Sous son manteau Miss Tracey avait un pistolet qu’elle ne voulait pas laisser voir, car cette arme pouvait lui devenir utile. À cet instant même elle eut une furieuse envie de s’en servir contre Cécile. Mais elle se domina, en songeant qu’elle pouvait, par un acte précipité et trop hâtif, se mettre dans un pétrin dont elle ne pourrait plus sortir.

Dumas venait de quitter la maison, et au moment où Mme Daurac refermait la porte et s’apprêtait à la verrouiller, plusieurs coups de feu retentirent brusquement à la haute-ville.
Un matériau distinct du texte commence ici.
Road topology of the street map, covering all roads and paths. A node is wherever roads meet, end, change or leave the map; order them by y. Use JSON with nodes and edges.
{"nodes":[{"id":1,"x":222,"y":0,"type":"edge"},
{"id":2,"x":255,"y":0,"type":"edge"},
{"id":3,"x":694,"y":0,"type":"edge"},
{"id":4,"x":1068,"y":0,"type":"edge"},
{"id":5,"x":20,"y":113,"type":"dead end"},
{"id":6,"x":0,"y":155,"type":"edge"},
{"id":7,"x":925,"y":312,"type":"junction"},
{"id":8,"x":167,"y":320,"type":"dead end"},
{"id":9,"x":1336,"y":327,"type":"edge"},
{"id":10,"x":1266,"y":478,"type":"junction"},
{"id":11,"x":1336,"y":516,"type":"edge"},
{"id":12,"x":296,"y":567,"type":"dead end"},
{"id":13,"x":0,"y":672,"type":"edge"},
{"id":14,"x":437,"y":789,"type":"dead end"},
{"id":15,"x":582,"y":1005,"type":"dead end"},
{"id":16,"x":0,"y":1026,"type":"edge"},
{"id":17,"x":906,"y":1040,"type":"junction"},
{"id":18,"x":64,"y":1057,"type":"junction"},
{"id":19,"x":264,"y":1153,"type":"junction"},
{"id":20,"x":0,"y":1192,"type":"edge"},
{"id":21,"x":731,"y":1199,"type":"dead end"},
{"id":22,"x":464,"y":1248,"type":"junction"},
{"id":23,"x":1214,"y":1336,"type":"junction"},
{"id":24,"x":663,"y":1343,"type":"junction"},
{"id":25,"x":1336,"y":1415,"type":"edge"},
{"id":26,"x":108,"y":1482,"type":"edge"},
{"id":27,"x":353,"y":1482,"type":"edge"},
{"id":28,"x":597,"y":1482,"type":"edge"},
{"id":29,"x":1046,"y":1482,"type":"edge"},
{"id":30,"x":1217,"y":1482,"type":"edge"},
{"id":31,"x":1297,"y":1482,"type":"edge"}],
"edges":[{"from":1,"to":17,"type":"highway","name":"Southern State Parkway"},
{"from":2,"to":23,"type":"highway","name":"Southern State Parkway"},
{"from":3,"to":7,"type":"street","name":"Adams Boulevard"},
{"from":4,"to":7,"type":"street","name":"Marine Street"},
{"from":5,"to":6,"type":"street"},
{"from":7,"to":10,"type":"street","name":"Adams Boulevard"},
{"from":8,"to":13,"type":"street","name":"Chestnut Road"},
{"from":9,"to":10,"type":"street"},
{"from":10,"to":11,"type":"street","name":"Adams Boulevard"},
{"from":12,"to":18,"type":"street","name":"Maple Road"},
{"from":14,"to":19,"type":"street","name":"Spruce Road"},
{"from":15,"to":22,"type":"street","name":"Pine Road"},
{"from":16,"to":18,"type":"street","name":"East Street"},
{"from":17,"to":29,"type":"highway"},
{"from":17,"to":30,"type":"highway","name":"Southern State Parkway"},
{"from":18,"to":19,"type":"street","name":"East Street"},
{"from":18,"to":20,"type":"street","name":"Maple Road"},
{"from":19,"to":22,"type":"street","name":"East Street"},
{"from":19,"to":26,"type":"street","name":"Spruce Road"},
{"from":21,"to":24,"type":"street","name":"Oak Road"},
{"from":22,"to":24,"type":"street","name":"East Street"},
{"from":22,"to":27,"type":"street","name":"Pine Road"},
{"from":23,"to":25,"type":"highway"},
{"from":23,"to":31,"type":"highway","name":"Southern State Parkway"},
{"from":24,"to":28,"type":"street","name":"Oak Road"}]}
Peu après d’innombrables rumeurs emplirent le silence nocturne.

Le capitaine rentra précipitamment dans la maison.

Mme Daurac avait poussé un cri d’effroi et s’était retirée dans la petite salle où se trouvaient Cécile et Miss Tracey.

Les deux jeunes filles avaient bondi d’émoi.
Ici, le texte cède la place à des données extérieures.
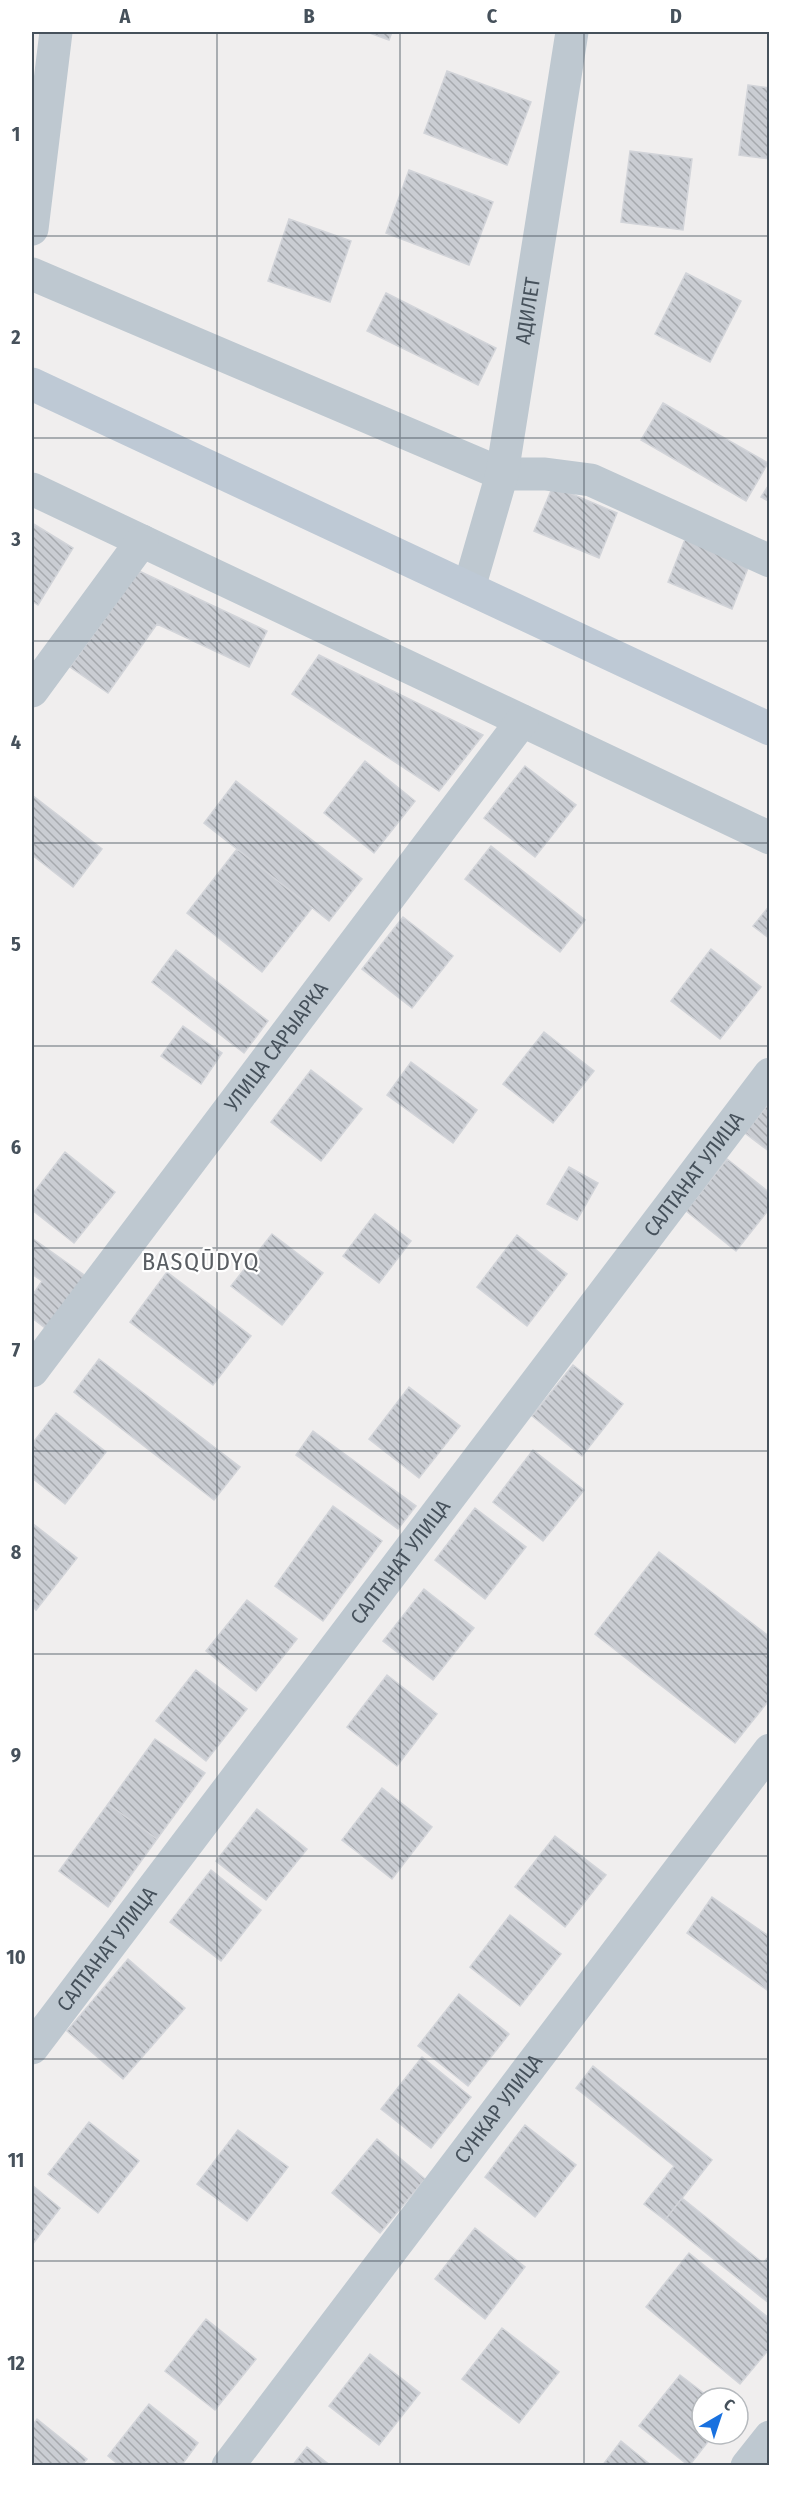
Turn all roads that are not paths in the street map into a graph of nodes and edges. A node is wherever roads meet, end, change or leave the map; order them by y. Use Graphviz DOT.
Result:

Mme Daurac se jeta dans une bergère en gémissant :

— Ô mon Dieu ! ce sont les Américains !

Elle était si livide, elle tremblait tant qu’un moment on crut qu’elle allait mourir de peur et d’angoisse.
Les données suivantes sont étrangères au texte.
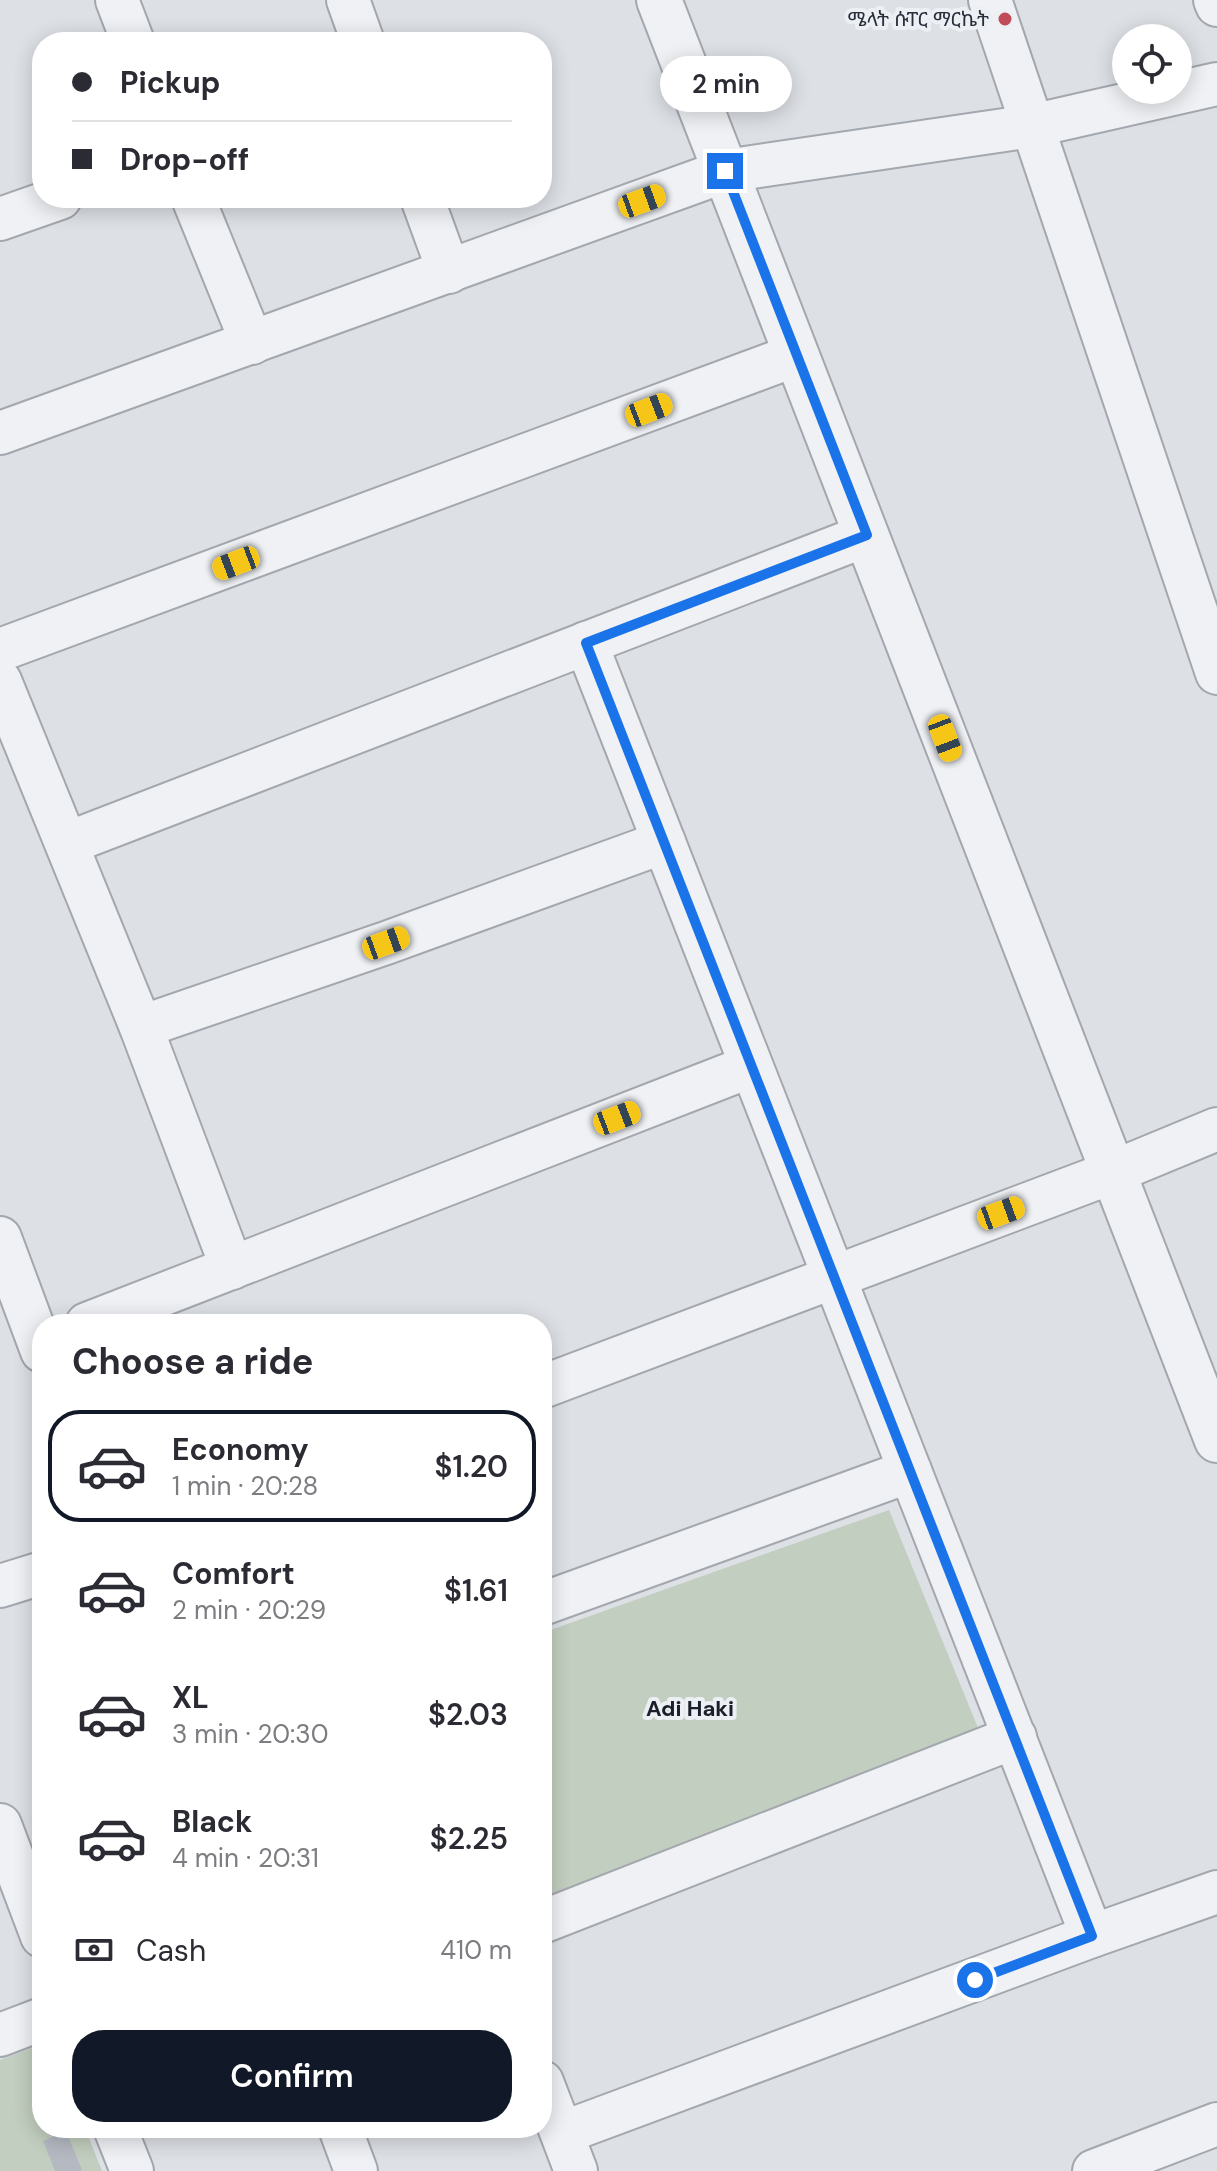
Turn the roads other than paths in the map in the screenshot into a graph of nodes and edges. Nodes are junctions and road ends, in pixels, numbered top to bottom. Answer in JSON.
{"nodes":[{"id":1,"x":117,"y":0,"type":"edge"},
{"id":2,"x":348,"y":0,"type":"edge"},
{"id":3,"x":659,"y":0,"type":"edge"},
{"id":4,"x":990,"y":0,"type":"edge"},
{"id":5,"x":129,"y":32,"type":"edge"},
{"id":6,"x":359,"y":32,"type":"edge"},
{"id":7,"x":1217,"y":84,"type":"edge"},
{"id":8,"x":1031,"y":126,"type":"junction"},
{"id":9,"x":725,"y":171,"type":"junction"},
{"id":10,"x":32,"y":208,"type":"edge"},
{"id":11,"x":197,"y":208,"type":"edge"},
{"id":12,"x":426,"y":208,"type":"edge"},
{"id":13,"x":0,"y":219,"type":"edge"},
{"id":14,"x":449,"y":272,"type":"junction"},
{"id":15,"x":252,"y":343,"type":"junction"},
{"id":16,"x":796,"y":355,"type":"junction"},
{"id":17,"x":0,"y":433,"type":"edge"},
{"id":18,"x":867,"y":535,"type":"junction"},
{"id":19,"x":586,"y":643,"type":"junction"},
{"id":20,"x":0,"y":650,"type":"edge"},
{"id":21,"x":1217,"y":673,"type":"edge"},
{"id":22,"x":0,"y":681,"type":"edge"},
{"id":23,"x":664,"y":842,"type":"junction"},
{"id":24,"x":68,"y":843,"type":"junction"},
{"id":25,"x":141,"y":1027,"type":"junction"},
{"id":26,"x":751,"y":1066,"type":"junction"},
{"id":27,"x":1217,"y":1129,"type":"edge"},
{"id":28,"x":1113,"y":1172,"type":"junction"},
{"id":29,"x":0,"y":1238,"type":"edge"},
{"id":30,"x":232,"y":1268,"type":"junction"},
{"id":31,"x":834,"y":1275,"type":"junction"},
{"id":32,"x":113,"y":1314,"type":"edge"},
{"id":33,"x":32,"y":1322,"type":"edge"},
{"id":34,"x":552,"y":1383,"type":"edge"},
{"id":35,"x":1217,"y":1438,"type":"edge"},
{"id":36,"x":910,"y":1471,"type":"junction"},
{"id":37,"x":32,"y":1576,"type":"edge"},
{"id":38,"x":0,"y":1586,"type":"edge"},
{"id":39,"x":552,"y":1600,"type":"edge"},
{"id":40,"x":1015,"y":1737,"type":"junction"},
{"id":41,"x":0,"y":1825,"type":"edge"},
{"id":42,"x":1217,"y":1892,"type":"edge"},
{"id":43,"x":32,"y":1910,"type":"edge"},
{"id":44,"x":552,"y":1918,"type":"edge"},
{"id":45,"x":1092,"y":1936,"type":"junction"},
{"id":46,"x":32,"y":2023,"type":"edge"},
{"id":47,"x":0,"y":2035,"type":"edge"},
{"id":48,"x":552,"y":2108,"type":"edge"},
{"id":49,"x":1217,"y":2124,"type":"edge"},
{"id":50,"x":119,"y":2138,"type":"edge"},
{"id":51,"x":344,"y":2138,"type":"edge"},
{"id":52,"x":569,"y":2152,"type":"edge"},
{"id":53,"x":132,"y":2171,"type":"edge"},
{"id":54,"x":356,"y":2171,"type":"edge"},
{"id":55,"x":1094,"y":2171,"type":"edge"}],
"edges":[{"from":1,"to":5,"type":"street"},
{"from":2,"to":6,"type":"street"},
{"from":3,"to":9,"type":"street"},
{"from":4,"to":8,"type":"street"},
{"from":7,"to":8,"type":"street"},
{"from":8,"to":9,"type":"street"},
{"from":8,"to":21,"type":"street"},
{"from":9,"to":14,"type":"street"},
{"from":9,"to":16,"type":"street"},
{"from":10,"to":13,"type":"street"},
{"from":11,"to":15,"type":"street"},
{"from":12,"to":14,"type":"street"},
{"from":14,"to":15,"type":"street"},
{"from":15,"to":17,"type":"street"},
{"from":16,"to":18,"type":"street"},
{"from":16,"to":20,"type":"street"},
{"from":18,"to":19,"type":"street"},
{"from":18,"to":28,"type":"street"},
{"from":19,"to":23,"type":"street"},
{"from":19,"to":24,"type":"street"},
{"from":22,"to":24,"type":"street"},
{"from":23,"to":25,"type":"street"},
{"from":23,"to":26,"type":"street"},
{"from":24,"to":25,"type":"street"},
{"from":25,"to":30,"type":"street"},
{"from":26,"to":30,"type":"street"},
{"from":26,"to":31,"type":"street"},
{"from":27,"to":28,"type":"street"},
{"from":28,"to":31,"type":"street"},
{"from":28,"to":35,"type":"street"},
{"from":29,"to":33,"type":"street"},
{"from":30,"to":32,"type":"street"},
{"from":31,"to":34,"type":"street"},
{"from":31,"to":36,"type":"street"},
{"from":36,"to":39,"type":"street"},
{"from":36,"to":40,"type":"street"},
{"from":37,"to":38,"type":"street"},
{"from":40,"to":44,"type":"street"},
{"from":40,"to":45,"type":"street"},
{"from":41,"to":43,"type":"street"},
{"from":42,"to":45,"type":"street"},
{"from":45,"to":52,"type":"street"},
{"from":46,"to":47,"type":"street"},
{"from":48,"to":52,"type":"street"},
{"from":49,"to":55,"type":"street"},
{"from":50,"to":53,"type":"street"},
{"from":51,"to":54,"type":"street"}]}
Miss Tracey, généreuse par nature et oubliant sa position, le plan dans son corsage, sa haine, sa vengeance, se porta au secours de Mme Daurac.

Cécile, très calme, alla au devant du capitaine pour lui demander :

— Que se passe-t-il, capitaine ?

— Je me le demande. Ce n’est certainement pas une attaque des Américains, car nos sentinelles nous en auraient prévenus. Ce n’est peut-être qu’une bagarre.

Mais les coups de feu se succédaient, crépitaient, redoublaient. Les rumeurs devenaient clameurs. Des cloches furent mises en branle, et en peu d’instants toute la ville fut pleine de bruits de guerre. Dans la basse-ville, la population se jetait dans la nuit et clamait son émoi et sa peur. Des coups de feu éclataient de tous côtés. Des cris de détresse montaient dans l’espace. À son tour la rue Saint-Pierre s’emplit de vacarme. On entendit passer comme un tourbillon une troupe de cavaliers. On saisissait sur le pavé la course de gens affolés. Des hommes s’interpellaient rudement en proférant des jurons. Des femmes alarmées appelaient leurs maris. Des enfants jetaient des cris farouches. Cécile courut à une croisée donnant sur une ruelle qui débouchait sur la rue Saint-Pierre, elle poussa légèrement le volet et jeta dans la nuit un regard scrutateur.

Les clameurs grandissaient. Elle vit des ombres humaines courir avec des lanternes à la main. D’autres portaient des torches résineuses, d’autres des flambeaux à essence, et toutes ces lueurs couraient, volaient, planaient, s’entre-croisaient comme un essaim de mouches à feu.